This morning I was half expecting a gaucho on horseback to come along, as there was a well worn horse-trail through the grassy strip where I'd camped last night. But no such thing happens.

The tent is taken down unseen. All is packed on the bike. I push back to the road, which involves unloading the bike again, in order to slide it underneath the fence. All done without anyone apparently seeing me. Or if they do, not passing any remark.

This morning there's broken cloud overhead, but rain ahead. The road continually lined with tall elm tree windbreak. Soon I pass through the village of Paraditos, leaving which, route 40 turns off on the right. Decision time. Going right is shorter, albeit slower because it isn't tarmacked. Straight on, route 143 to San Rafael is tarmac. Its a choice easily made. I need to buy food today, so I continue straight for the city.

There is another small place ahead, a few houses and a restaurant. Beyond which the road goes out upon open moorland, going gradually uphill toward a level horizon where, the dark cloud and rain is closing in. Reaching the brow of the uphill where I think the road ahead will be level, only reveals another few kilometres straight uphill...

Its a dark green plain, almost black in the gloom of low cloud. Like a table with two legs significantly longer at the side I'm travelling toward. At a rough guest its a three per cent gradient, or thirty metres gained in altitude per kilometre. Eventually it continues uphill for thirty kilometres, thereby gaining nine-hundred metres. A high mountain in Ireland. Having reached the high point the cloud has descended with drizzling spots of rain. Obscuring the way in a fog with visibility down to little more than a hundred metres. I switch on the bike's rear flasher light, put on rainjacket and winter gloves because its freezing cold.

Luckily the fog soon clears when I descend, revealing a great hollow below with a dry river, a brown belt meandering through its thorny scrub middle, looking surreal.

The road drops down and crosses over a bridge across said dry-river and climbs up the other side to level out upon a plateau, gently undulating the rest of the way to San Rafael. The cloud breaking up with increasing intervals of sunshine.

Its an awful long way, ten kilometres on a cycle-lane from the outskirts to the city-centre, where I halt at a panadaria (bakery) to buy alfajoras. While waiting to be served an attractive blond woman approaches me from the side and asks "Adonde soy?" I don't normably like answering such direct questioning from strangers, but she is nice. She asks where I'm staying. Suggests a hostel. But I reply I'm riding on toward Malargue. She retorts, its 200km! Its actually 189km. I say, I'm finding a place to camp outside the city.

I fill up on five litres of water at a petrol station. The woman in the panadaria told me where there's a supermercado, a little further along the same street, where I buy enough to keep me going for two days to Malargue, making the bike feel like it has doubled in weight.

Then finding my way out of the city is troublesome.

I turn left when I see a Malargue sign pointing left along a narrow bumpy street. Then see no more signs for Malargue as the narrow bumpy street continues for a long way. The sun is now hovering low on the horizon so I'm anxious to find my way out of the city soon.
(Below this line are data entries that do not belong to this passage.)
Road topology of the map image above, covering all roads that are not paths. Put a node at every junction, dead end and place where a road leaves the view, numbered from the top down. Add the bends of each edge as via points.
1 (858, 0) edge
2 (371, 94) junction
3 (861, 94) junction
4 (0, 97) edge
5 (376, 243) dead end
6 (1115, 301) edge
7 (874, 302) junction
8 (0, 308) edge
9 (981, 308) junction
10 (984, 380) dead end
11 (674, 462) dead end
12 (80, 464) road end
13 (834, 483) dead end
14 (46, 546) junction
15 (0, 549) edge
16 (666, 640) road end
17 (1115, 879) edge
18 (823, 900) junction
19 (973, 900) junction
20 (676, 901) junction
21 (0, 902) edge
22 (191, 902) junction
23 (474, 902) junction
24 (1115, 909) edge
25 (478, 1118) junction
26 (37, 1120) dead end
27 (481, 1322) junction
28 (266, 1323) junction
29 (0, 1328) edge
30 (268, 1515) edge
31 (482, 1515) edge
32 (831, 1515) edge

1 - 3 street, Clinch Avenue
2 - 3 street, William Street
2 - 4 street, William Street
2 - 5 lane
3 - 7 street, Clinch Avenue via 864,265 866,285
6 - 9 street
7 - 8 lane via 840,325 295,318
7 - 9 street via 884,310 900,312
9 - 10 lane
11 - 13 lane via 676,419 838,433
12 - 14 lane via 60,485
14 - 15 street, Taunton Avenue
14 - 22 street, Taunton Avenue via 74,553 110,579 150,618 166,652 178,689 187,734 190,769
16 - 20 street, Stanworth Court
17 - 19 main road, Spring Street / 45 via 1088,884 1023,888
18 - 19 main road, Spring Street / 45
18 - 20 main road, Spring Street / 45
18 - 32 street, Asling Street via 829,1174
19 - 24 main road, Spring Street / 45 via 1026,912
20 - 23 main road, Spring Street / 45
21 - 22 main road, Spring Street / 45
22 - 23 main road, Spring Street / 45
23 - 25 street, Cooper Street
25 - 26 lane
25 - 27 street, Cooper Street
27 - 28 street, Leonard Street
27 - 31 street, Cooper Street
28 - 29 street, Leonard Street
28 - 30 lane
Stopped at traffic-lights I ask a scooter rider the way, who gives me complicated directions. Turn left, then right, then right, and so on. He seemed to be sending me the wrong way for a laugh. And later I find he most likely was when a few streets on where he'd directed me, I wave down an old man on a bicycle, who in a sincere tone sends me back the way I had came, taking me back a block on from the Malargue sign that points left. The sign pointing the wrong way.

The sun is setting, the sky a blaze through the trees as I ride hard along a cycle-lane along the Malargue road. Its another long way to the outskirts, but at last I reach open country and start looking for a place to camp.

I halt when I come to old railway lines crossing the road, getting off and pushing the bike off to the left along the railway into an overgrown paddock with trees at the far side where I head to.

Pitching the tent in the dark, I've company. A horse...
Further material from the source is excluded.